At this stage, we analyze the results obtained and the information collected. The stage takes from 5 to 20 days, depending on the number of vulnerabilities and the methods of their exploitation.
Penetration Testing Report
At the brief stage, we ask the question – who will use the results of Penetration Testing? A person from a business or a technical specialist? As you can guess, depending on the answer to the previous question, the content of the report will be different. We will not overload the businessman with complex technical terms, but will talk about the work done in an accessible human language, at the same time, the technical specialist will also receive enough information to make decisions.

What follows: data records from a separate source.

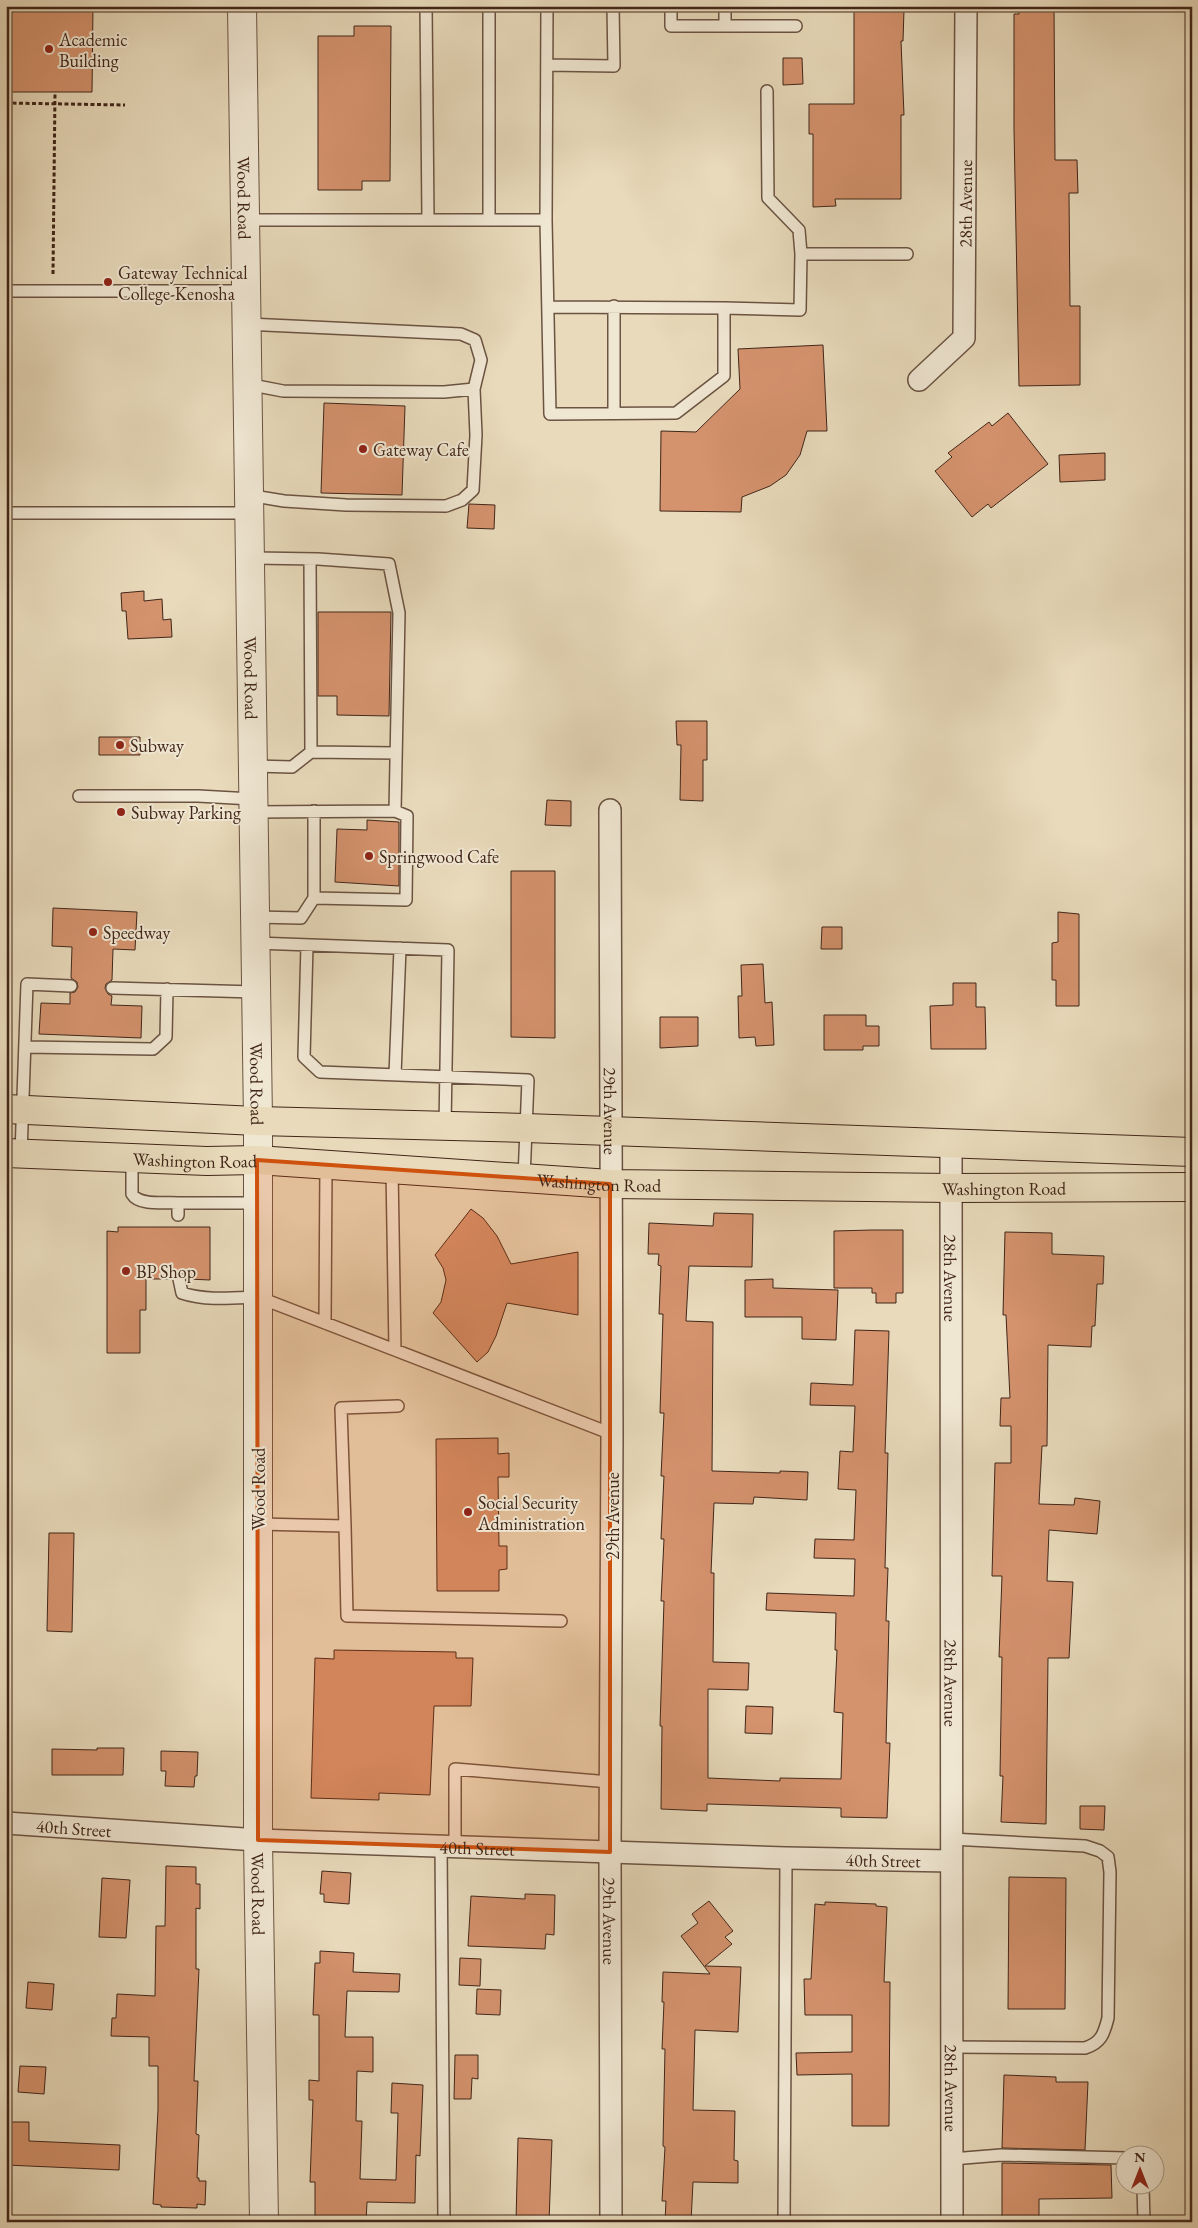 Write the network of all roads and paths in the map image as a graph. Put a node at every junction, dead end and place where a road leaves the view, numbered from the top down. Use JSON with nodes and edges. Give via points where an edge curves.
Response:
{"nodes":[{"id":1,"x":242,"y":6,"type":"edge"},
{"id":2,"x":426,"y":6,"type":"edge"},
{"id":3,"x":489,"y":6,"type":"edge"},
{"id":4,"x":547,"y":6,"type":"edge"},
{"id":5,"x":613,"y":6,"type":"edge"},
{"id":6,"x":671,"y":6,"type":"edge"},
{"id":7,"x":725,"y":6,"type":"edge"},
{"id":8,"x":966,"y":6,"type":"edge"},
{"id":9,"x":725,"y":26,"type":"junction"},
{"id":10,"x":796,"y":26,"type":"dead end"},
{"id":11,"x":547,"y":65,"type":"junction"},
{"id":12,"x":767,"y":91,"type":"dead end"},
{"id":13,"x":55,"y":92,"type":"dead end"},
{"id":14,"x":6,"y":103,"type":"edge"},
{"id":15,"x":55,"y":104,"type":"junction"},
{"id":16,"x":125,"y":105,"type":"dead end"},
{"id":17,"x":244,"y":220,"type":"junction"},
{"id":18,"x":428,"y":220,"type":"junction"},
{"id":19,"x":489,"y":220,"type":"junction"},
{"id":20,"x":546,"y":220,"type":"junction"},
{"id":21,"x":801,"y":254,"type":"junction"},
{"id":22,"x":907,"y":254,"type":"dead end"},
{"id":23,"x":6,"y":291,"type":"edge"},
{"id":24,"x":54,"y":291,"type":"junction"},
{"id":25,"x":246,"y":291,"type":"junction"},
{"id":26,"x":614,"y":306,"type":"junction"},
{"id":27,"x":549,"y":307,"type":"junction"},
{"id":28,"x":724,"y":308,"type":"junction"},
{"id":29,"x":246,"y":324,"type":"junction"},
{"id":30,"x":919,"y":380,"type":"dead end"},
{"id":31,"x":247,"y":384,"type":"junction"},
{"id":32,"x":474,"y":389,"type":"junction"},
{"id":33,"x":614,"y":413,"type":"junction"},
{"id":34,"x":248,"y":504,"type":"junction"},
{"id":35,"x":6,"y":513,"type":"edge"},
{"id":36,"x":249,"y":558,"type":"junction"},
{"id":37,"x":310,"y":559,"type":"junction"},
{"id":38,"x":311,"y":752,"type":"junction"},
{"id":39,"x":396,"y":753,"type":"junction"},
{"id":40,"x":252,"y":766,"type":"junction"},
{"id":41,"x":78,"y":796,"type":"dead end"},
{"id":42,"x":252,"y":805,"type":"junction"},
{"id":43,"x":610,"y":810,"type":"dead end"},
{"id":44,"x":314,"y":811,"type":"junction"},
{"id":45,"x":395,"y":811,"type":"junction"},
{"id":46,"x":314,"y":898,"type":"junction"},
{"id":47,"x":254,"y":930,"type":"junction"},
{"id":48,"x":308,"y":945,"type":"junction"},
{"id":49,"x":400,"y":948,"type":"junction"},
{"id":50,"x":71,"y":986,"type":"dead end"},
{"id":51,"x":112,"y":988,"type":"dead end"},
{"id":52,"x":167,"y":989,"type":"junction"},
{"id":53,"x":255,"y":992,"type":"junction"},
{"id":54,"x":25,"y":1047,"type":"junction"},
{"id":55,"x":395,"y":1075,"type":"junction"},
{"id":56,"x":446,"y":1077,"type":"junction"},
{"id":57,"x":14,"y":1109,"type":"edge"},
{"id":58,"x":258,"y":1120,"type":"junction"},
{"id":59,"x":445,"y":1126,"type":"junction"},
{"id":60,"x":526,"y":1128,"type":"junction"},
{"id":61,"x":610,"y":1131,"type":"junction"},
{"id":62,"x":951,"y":1144,"type":"junction"},
{"id":63,"x":1192,"y":1152,"type":"edge"},
{"id":64,"x":14,"y":1154,"type":"edge"},
{"id":65,"x":132,"y":1156,"type":"junction"},
{"id":66,"x":256,"y":1160,"type":"junction"},
{"id":67,"x":326,"y":1164,"type":"junction"},
{"id":68,"x":392,"y":1169,"type":"junction"},
{"id":69,"x":524,"y":1178,"type":"junction"},
{"id":70,"x":610,"y":1184,"type":"junction"},
{"id":71,"x":1192,"y":1187,"type":"edge"},
{"id":72,"x":951,"y":1188,"type":"junction"},
{"id":73,"x":178,"y":1203,"type":"junction"},
{"id":74,"x":257,"y":1203,"type":"junction"},
{"id":75,"x":178,"y":1216,"type":"dead end"},
{"id":76,"x":178,"y":1279,"type":"dead end"},
{"id":77,"x":258,"y":1298,"type":"junction"},
{"id":78,"x":325,"y":1323,"type":"junction"},
{"id":79,"x":395,"y":1350,"type":"junction"},
{"id":80,"x":398,"y":1406,"type":"dead end"},
{"id":81,"x":612,"y":1434,"type":"junction"},
{"id":82,"x":258,"y":1524,"type":"junction"},
{"id":83,"x":345,"y":1526,"type":"junction"},
{"id":84,"x":561,"y":1621,"type":"dead end"},
{"id":85,"x":610,"y":1782,"type":"junction"},
{"id":86,"x":6,"y":1823,"type":"edge"},
{"id":87,"x":951,"y":1839,"type":"junction"},
{"id":88,"x":258,"y":1840,"type":"junction"},
{"id":89,"x":448,"y":1845,"type":"junction"},
{"id":90,"x":610,"y":1852,"type":"junction"},
{"id":91,"x":786,"y":1858,"type":"junction"},
{"id":92,"x":951,"y":1860,"type":"junction"},
{"id":93,"x":952,"y":2046,"type":"junction"},
{"id":94,"x":1116,"y":2158,"type":"edge"},
{"id":95,"x":952,"y":2159,"type":"junction"},
{"id":96,"x":1144,"y":2196,"type":"edge"},
{"id":97,"x":264,"y":2222,"type":"edge"},
{"id":98,"x":444,"y":2222,"type":"edge"},
{"id":99,"x":611,"y":2222,"type":"edge"},
{"id":100,"x":784,"y":2222,"type":"edge"},
{"id":101,"x":952,"y":2222,"type":"edge"},
{"id":102,"x":1144,"y":2222,"type":"edge"}],
"edges":[{"from":1,"to":17,"type":"street","name":"Wood Road"},
{"from":2,"to":18,"type":"lane"},
{"from":3,"to":19,"type":"lane"},
{"from":4,"to":11,"type":"lane"},
{"from":5,"to":11,"type":"lane","via":[[614,66]]},
{"from":6,"to":9,"type":"lane","via":[[671,26]]},
{"from":7,"to":9,"type":"lane"},
{"from":8,"to":30,"type":"street","name":"28th Avenue","via":[[964,338]]},
{"from":9,"to":10,"type":"lane"},
{"from":11,"to":20,"type":"lane"},
{"from":12,"to":21,"type":"lane","via":[[768,198],[799,230]]},
{"from":13,"to":15,"type":"path"},
{"from":14,"to":15,"type":"path"},
{"from":15,"to":16,"type":"path"},
{"from":15,"to":24,"type":"path"},
{"from":17,"to":18,"type":"lane"},
{"from":17,"to":25,"type":"street","name":"Wood Road"},
{"from":18,"to":19,"type":"lane"},
{"from":19,"to":20,"type":"lane"},
{"from":20,"to":27,"type":"lane"},
{"from":21,"to":22,"type":"lane"},
{"from":21,"to":28,"type":"lane","via":[[800,310]]},
{"from":23,"to":24,"type":"lane"},
{"from":24,"to":25,"type":"lane"},
{"from":25,"to":29,"type":"street","name":"Wood Road"},
{"from":26,"to":27,"type":"lane"},
{"from":26,"to":28,"type":"lane"},
{"from":26,"to":33,"type":"lane"},
{"from":27,"to":33,"type":"lane","via":[[550,414]]},
{"from":28,"to":33,"type":"lane","via":[[724,376],[676,413]]},
{"from":29,"to":31,"type":"street","name":"Wood Road"},
{"from":29,"to":32,"type":"lane","via":[[461,334],[475,340],[481,360]]},
{"from":31,"to":32,"type":"lane","via":[[283,391],[444,392]]},
{"from":31,"to":34,"type":"street","name":"Wood Road"},
{"from":32,"to":34,"type":"lane","via":[[473,490],[462,500],[446,506],[284,501]]},
{"from":34,"to":35,"type":"lane"},
{"from":34,"to":36,"type":"street","name":"Wood Road"},
{"from":36,"to":37,"type":"lane"},
{"from":36,"to":40,"type":"street","name":"Wood Road"},
{"from":37,"to":38,"type":"lane"},
{"from":37,"to":39,"type":"lane","via":[[389,564],[399,613]]},
{"from":38,"to":39,"type":"lane"},
{"from":38,"to":40,"type":"lane","via":[[292,767]]},
{"from":39,"to":45,"type":"lane"},
{"from":40,"to":42,"type":"street","name":"Wood Road"},
{"from":41,"to":42,"type":"lane","via":[[198,796]]},
{"from":42,"to":44,"type":"lane"},
{"from":42,"to":47,"type":"street","name":"Wood Road"},
{"from":43,"to":61,"type":"street","name":"29th Avenue"},
{"from":44,"to":45,"type":"lane"},
{"from":44,"to":46,"type":"lane"},
{"from":45,"to":46,"type":"lane","via":[[408,816],[406,900]]},
{"from":46,"to":47,"type":"lane","via":[[301,918]]},
{"from":47,"to":48,"type":"lane"},
{"from":47,"to":53,"type":"street","name":"Wood Road"},
{"from":48,"to":49,"type":"lane"},
{"from":48,"to":55,"type":"lane","via":[[304,1057],[320,1072]]},
{"from":49,"to":55,"type":"lane"},
{"from":49,"to":56,"type":"lane","via":[[448,950]]},
{"from":50,"to":54,"type":"lane","via":[[27,984]]},
{"from":51,"to":52,"type":"lane"},
{"from":52,"to":53,"type":"lane"},
{"from":52,"to":54,"type":"lane","via":[[166,1037],[153,1048]]},
{"from":53,"to":58,"type":"street","name":"Wood Road"},
{"from":54,"to":57,"type":"lane"},
{"from":55,"to":56,"type":"lane"},
{"from":56,"to":59,"type":"lane"},
{"from":56,"to":60,"type":"lane","via":[[528,1080]]},
{"from":57,"to":58,"type":"main road"},
{"from":57,"to":64,"type":"lane"},
{"from":58,"to":59,"type":"main road"},
{"from":58,"to":66,"type":"street","name":"Wood Road"},
{"from":59,"to":60,"type":"main road"},
{"from":60,"to":61,"type":"main road"},
{"from":60,"to":69,"type":"lane"},
{"from":61,"to":62,"type":"main road"},
{"from":61,"to":70,"type":"street","name":"29th Avenue"},
{"from":62,"to":63,"type":"main road"},
{"from":62,"to":72,"type":"street","name":"28th Avenue"},
{"from":64,"to":65,"type":"main road","name":"Washington Road"},
{"from":65,"to":66,"type":"main road","name":"Washington Road","via":[[207,1161]]},
{"from":65,"to":73,"type":"lane","via":[[132,1194],[135,1199]]},
{"from":66,"to":67,"type":"main road","name":"Washington Road"},
{"from":66,"to":74,"type":"street","name":"Wood Road"},
{"from":67,"to":68,"type":"main road","name":"Washington Road"},
{"from":67,"to":78,"type":"lane"},
{"from":68,"to":69,"type":"main road","name":"Washington Road"},
{"from":68,"to":79,"type":"lane"},
{"from":69,"to":70,"type":"main road","name":"Washington Road"},
{"from":70,"to":72,"type":"main road","name":"Washington Road"},
{"from":70,"to":81,"type":"street","name":"29th Avenue"},
{"from":71,"to":72,"type":"main road","name":"Washington Road"},
{"from":72,"to":87,"type":"street","name":"28th Avenue"},
{"from":73,"to":74,"type":"lane"},
{"from":73,"to":75,"type":"lane"},
{"from":74,"to":77,"type":"street","name":"Wood Road"},
{"from":76,"to":77,"type":"lane","via":[[182,1293],[192,1296]]},
{"from":77,"to":78,"type":"lane"},
{"from":77,"to":82,"type":"street","name":"Wood Road"},
{"from":78,"to":79,"type":"lane"},
{"from":79,"to":81,"type":"lane"},
{"from":80,"to":83,"type":"lane","via":[[341,1408]]},
{"from":81,"to":85,"type":"street","name":"29th Avenue"},
{"from":82,"to":83,"type":"lane"},
{"from":82,"to":88,"type":"street","name":"Wood Road"},
{"from":83,"to":84,"type":"lane","via":[[347,1616]]},
{"from":85,"to":89,"type":"lane","via":[[455,1769]]},
{"from":85,"to":90,"type":"street","name":"29th Avenue"},
{"from":86,"to":88,"type":"street","name":"40th Street"},
{"from":87,"to":92,"type":"street","name":"28th Avenue"},
{"from":87,"to":93,"type":"lane","via":[[1085,1846],[1108,1857],[1110,1872],[1108,2018],[1104,2034],[1096,2045],[1085,2048]]},
{"from":88,"to":89,"type":"street","name":"40th Street"},
{"from":88,"to":97,"type":"street","name":"Wood Road"},
{"from":89,"to":90,"type":"street","name":"40th Street"},
{"from":89,"to":98,"type":"lane"},
{"from":90,"to":91,"type":"street","name":"40th Street"},
{"from":90,"to":99,"type":"street","name":"29th Avenue"},
{"from":91,"to":92,"type":"street","name":"40th Street"},
{"from":91,"to":100,"type":"lane"},
{"from":92,"to":93,"type":"street","name":"28th Avenue"},
{"from":93,"to":95,"type":"street","name":"28th Avenue"},
{"from":94,"to":95,"type":"lane","via":[[1001,2155]]},
{"from":95,"to":101,"type":"street","name":"28th Avenue"},
{"from":96,"to":102,"type":"lane"}]}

Penetration Testing Report Content
The Penetration Testing report contains a list of identified vulnerabilities, weaknesses, and errors in setting up security features with a detailed description of the causes, likelihood and consequences of exploitation, criticality assessment, and recommendations for elimination. Description of attack methods and scenarios with confirmation of their success and achieved results.
Thanks to the work done, you will have the opportunity to reduce cybersecurity risks and take the necessary measures to eliminate identified vulnerabilities, including making software changes, installing the necessary updates, changing the settings of the applied protection tools, or commissioning additional ones.